Task goal ->
Give all the data again exactly.

Extracted data ->
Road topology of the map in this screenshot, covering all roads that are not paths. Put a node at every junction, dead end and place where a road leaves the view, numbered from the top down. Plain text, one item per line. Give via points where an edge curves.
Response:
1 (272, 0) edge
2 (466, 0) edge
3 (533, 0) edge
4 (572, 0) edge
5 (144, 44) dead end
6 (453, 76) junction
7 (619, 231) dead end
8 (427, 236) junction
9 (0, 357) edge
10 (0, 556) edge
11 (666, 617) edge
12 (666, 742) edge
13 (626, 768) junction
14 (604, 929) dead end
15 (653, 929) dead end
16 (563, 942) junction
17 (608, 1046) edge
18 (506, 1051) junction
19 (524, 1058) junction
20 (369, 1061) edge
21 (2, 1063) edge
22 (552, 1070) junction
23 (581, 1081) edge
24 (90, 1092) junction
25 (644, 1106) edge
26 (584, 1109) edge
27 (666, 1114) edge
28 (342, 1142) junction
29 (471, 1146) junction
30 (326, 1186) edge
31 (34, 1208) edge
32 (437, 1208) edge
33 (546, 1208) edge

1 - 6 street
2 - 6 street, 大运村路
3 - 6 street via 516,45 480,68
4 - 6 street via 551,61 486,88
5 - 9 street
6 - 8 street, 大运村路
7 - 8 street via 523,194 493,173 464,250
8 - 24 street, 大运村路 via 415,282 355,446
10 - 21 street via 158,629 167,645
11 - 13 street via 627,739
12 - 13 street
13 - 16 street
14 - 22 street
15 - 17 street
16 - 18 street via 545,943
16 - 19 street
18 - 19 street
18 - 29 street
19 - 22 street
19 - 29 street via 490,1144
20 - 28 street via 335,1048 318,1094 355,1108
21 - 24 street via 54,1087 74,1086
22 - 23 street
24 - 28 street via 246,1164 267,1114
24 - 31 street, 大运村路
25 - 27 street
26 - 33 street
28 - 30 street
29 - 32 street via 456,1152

Task answer ->
Road topology of the map in this screenshot, covering all roads that are not paths. Put a node at every junction, dead end and place where a road leaves the view, numbered from the top down. Plain text, one item per line. Give via points where an edge curves.
Response:
1 (272, 0) edge
2 (466, 0) edge
3 (533, 0) edge
4 (572, 0) edge
5 (144, 44) dead end
6 (453, 76) junction
7 (619, 231) dead end
8 (427, 236) junction
9 (0, 357) edge
10 (0, 556) edge
11 (666, 617) edge
12 (666, 742) edge
13 (626, 768) junction
14 (604, 929) dead end
15 (653, 929) dead end
16 (563, 942) junction
17 (608, 1046) edge
18 (506, 1051) junction
19 (524, 1058) junction
20 (369, 1061) edge
21 (2, 1063) edge
22 (552, 1070) junction
23 (581, 1081) edge
24 (90, 1092) junction
25 (644, 1106) edge
26 (584, 1109) edge
27 (666, 1114) edge
28 (342, 1142) junction
29 (471, 1146) junction
30 (326, 1186) edge
31 (34, 1208) edge
32 (437, 1208) edge
33 (546, 1208) edge

1 - 6 street
2 - 6 street, 大运村路
3 - 6 street via 516,45 480,68
4 - 6 street via 551,61 486,88
5 - 9 street
6 - 8 street, 大运村路
7 - 8 street via 523,194 493,173 464,250
8 - 24 street, 大运村路 via 415,282 355,446
10 - 21 street via 158,629 167,645
11 - 13 street via 627,739
12 - 13 street
13 - 16 street
14 - 22 street
15 - 17 street
16 - 18 street via 545,943
16 - 19 street
18 - 19 street
18 - 29 street
19 - 22 street
19 - 29 street via 490,1144
20 - 28 street via 335,1048 318,1094 355,1108
21 - 24 street via 54,1087 74,1086
22 - 23 street
24 - 28 street via 246,1164 267,1114
24 - 31 street, 大运村路
25 - 27 street
26 - 33 street
28 - 30 street
29 - 32 street via 456,1152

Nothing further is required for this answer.